**What is required:**
Leave out the pictures and print the rest of the entries exactly as they stand.

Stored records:
********************

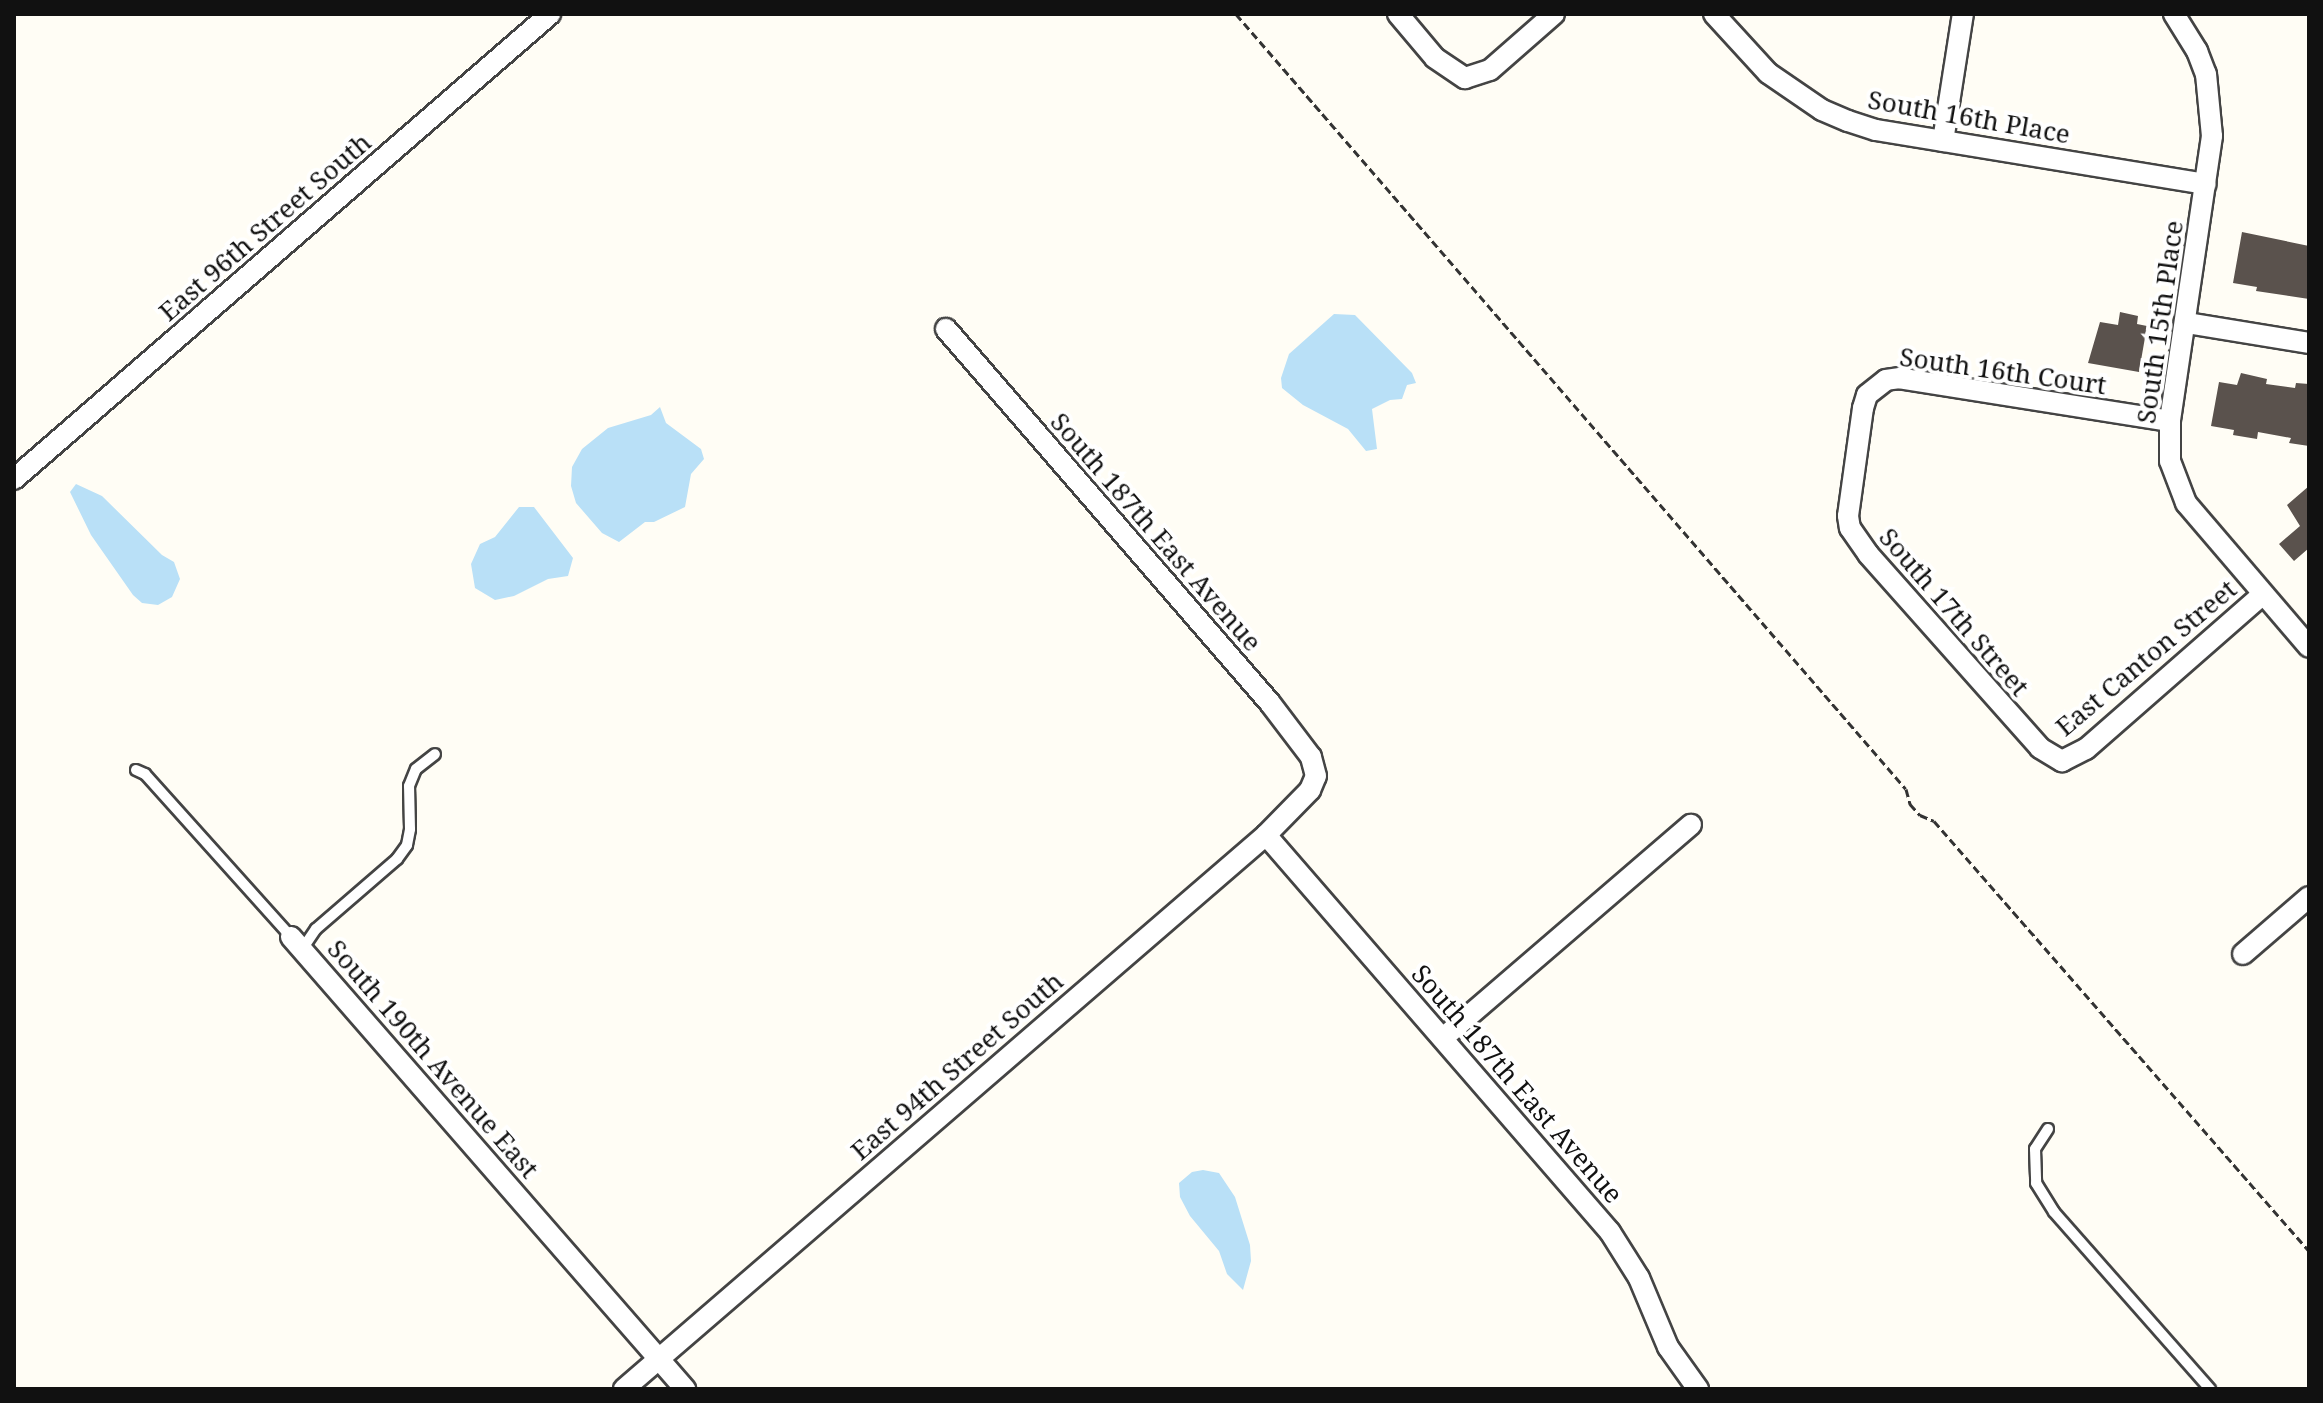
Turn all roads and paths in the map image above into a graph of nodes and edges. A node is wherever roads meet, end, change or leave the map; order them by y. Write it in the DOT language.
graph roads {
  1 [pos="550,14"];
  2 [pos="1236,14"];
  3 [pos="1398,14"];
  4 [pos="1554,14"];
  5 [pos="1714,14"];
  6 [pos="1963,14"];
  7 [pos="2174,14"];
  8 [pos="1943,141"];
  9 [pos="2206,184"];
  10 [pos="2187,323"];
  11 [pos="946,329"];
  12 [pos="2309,343"];
  13 [pos="1876,385"];
  14 [pos="2170,421"];
  15 [pos="14,479"];
  16 [pos="2263,594"];
  17 [pos="2309,647"];
  18 [pos="435,754"];
  19 [pos="2062,761"];
  20 [pos="136,770"];
  21 [pos="1316,776"];
  22 [pos="1691,825"];
  23 [pos="1266,835"];
  24 [pos="2309,897"];
  25 [pos="297,943"];
  26 [pos="2243,954"];
  27 [pos="1443,1038"];
  28 [pos="2048,1129"];
  29 [pos="2309,1251"];
  30 [pos="659,1359"];
  31 [pos="624,1389"];
  32 [pos="685,1389"];
  33 [pos="1698,1389"];
  34 [pos="2210,1389"];
  1 -- 15 [label="street, East 96th Street South"];
  2 -- 29 [label="path"];
  3 -- 4 [label="street"];
  5 -- 8 [label="street, South 16th Place"];
  6 -- 8 [label="street"];
  7 -- 9 [label="street, South 15th Place"];
  8 -- 9 [label="street, South 16th Place"];
  9 -- 10 [label="street, South 15th Place"];
  10 -- 12 [label="street"];
  10 -- 14 [label="street, South 15th Place"];
  11 -- 21 [label="street, South 187th East Avenue"];
  13 -- 14 [label="street, South 16th Court"];
  13 -- 19 [label="street, South 17th Street"];
  14 -- 16 [label="street, South 15th Place"];
  16 -- 17 [label="street, South 15th Place"];
  16 -- 19 [label="street, East Canton Street"];
  18 -- 25 [label="lane"];
  20 -- 25 [label="lane, South 190th Avenue East"];
  21 -- 23 [label="street, East 94th Street South"];
  22 -- 27 [label="street"];
  23 -- 27 [label="street, South 187th East Avenue"];
  23 -- 30 [label="street, East 94th Street South"];
  24 -- 26 [label="street"];
  25 -- 30 [label="street, South 190th Avenue East"];
  27 -- 33 [label="street, South 187th East Avenue"];
  28 -- 34 [label="lane"];
  30 -- 31 [label="street, East 94th Street South"];
  30 -- 32 [label="street, South 190th Avenue East"];
}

********************

**Response to the exercise:**
Turn all roads and paths in the map image above into a graph of nodes and edges. A node is wherever roads meet, end, change or leave the map; order them by y. Write it in the DOT language.
graph roads {
  1 [pos="550,14"];
  2 [pos="1236,14"];
  3 [pos="1398,14"];
  4 [pos="1554,14"];
  5 [pos="1714,14"];
  6 [pos="1963,14"];
  7 [pos="2174,14"];
  8 [pos="1943,141"];
  9 [pos="2206,184"];
  10 [pos="2187,323"];
  11 [pos="946,329"];
  12 [pos="2309,343"];
  13 [pos="1876,385"];
  14 [pos="2170,421"];
  15 [pos="14,479"];
  16 [pos="2263,594"];
  17 [pos="2309,647"];
  18 [pos="435,754"];
  19 [pos="2062,761"];
  20 [pos="136,770"];
  21 [pos="1316,776"];
  22 [pos="1691,825"];
  23 [pos="1266,835"];
  24 [pos="2309,897"];
  25 [pos="297,943"];
  26 [pos="2243,954"];
  27 [pos="1443,1038"];
  28 [pos="2048,1129"];
  29 [pos="2309,1251"];
  30 [pos="659,1359"];
  31 [pos="624,1389"];
  32 [pos="685,1389"];
  33 [pos="1698,1389"];
  34 [pos="2210,1389"];
  1 -- 15 [label="street, East 96th Street South"];
  2 -- 29 [label="path"];
  3 -- 4 [label="street"];
  5 -- 8 [label="street, South 16th Place"];
  6 -- 8 [label="street"];
  7 -- 9 [label="street, South 15th Place"];
  8 -- 9 [label="street, South 16th Place"];
  9 -- 10 [label="street, South 15th Place"];
  10 -- 12 [label="street"];
  10 -- 14 [label="street, South 15th Place"];
  11 -- 21 [label="street, South 187th East Avenue"];
  13 -- 14 [label="street, South 16th Court"];
  13 -- 19 [label="street, South 17th Street"];
  14 -- 16 [label="street, South 15th Place"];
  16 -- 17 [label="street, South 15th Place"];
  16 -- 19 [label="street, East Canton Street"];
  18 -- 25 [label="lane"];
  20 -- 25 [label="lane, South 190th Avenue East"];
  21 -- 23 [label="street, East 94th Street South"];
  22 -- 27 [label="street"];
  23 -- 27 [label="street, South 187th East Avenue"];
  23 -- 30 [label="street, East 94th Street South"];
  24 -- 26 [label="street"];
  25 -- 30 [label="street, South 190th Avenue East"];
  27 -- 33 [label="street, South 187th East Avenue"];
  28 -- 34 [label="lane"];
  30 -- 31 [label="street, East 94th Street South"];
  30 -- 32 [label="street, South 190th Avenue East"];
}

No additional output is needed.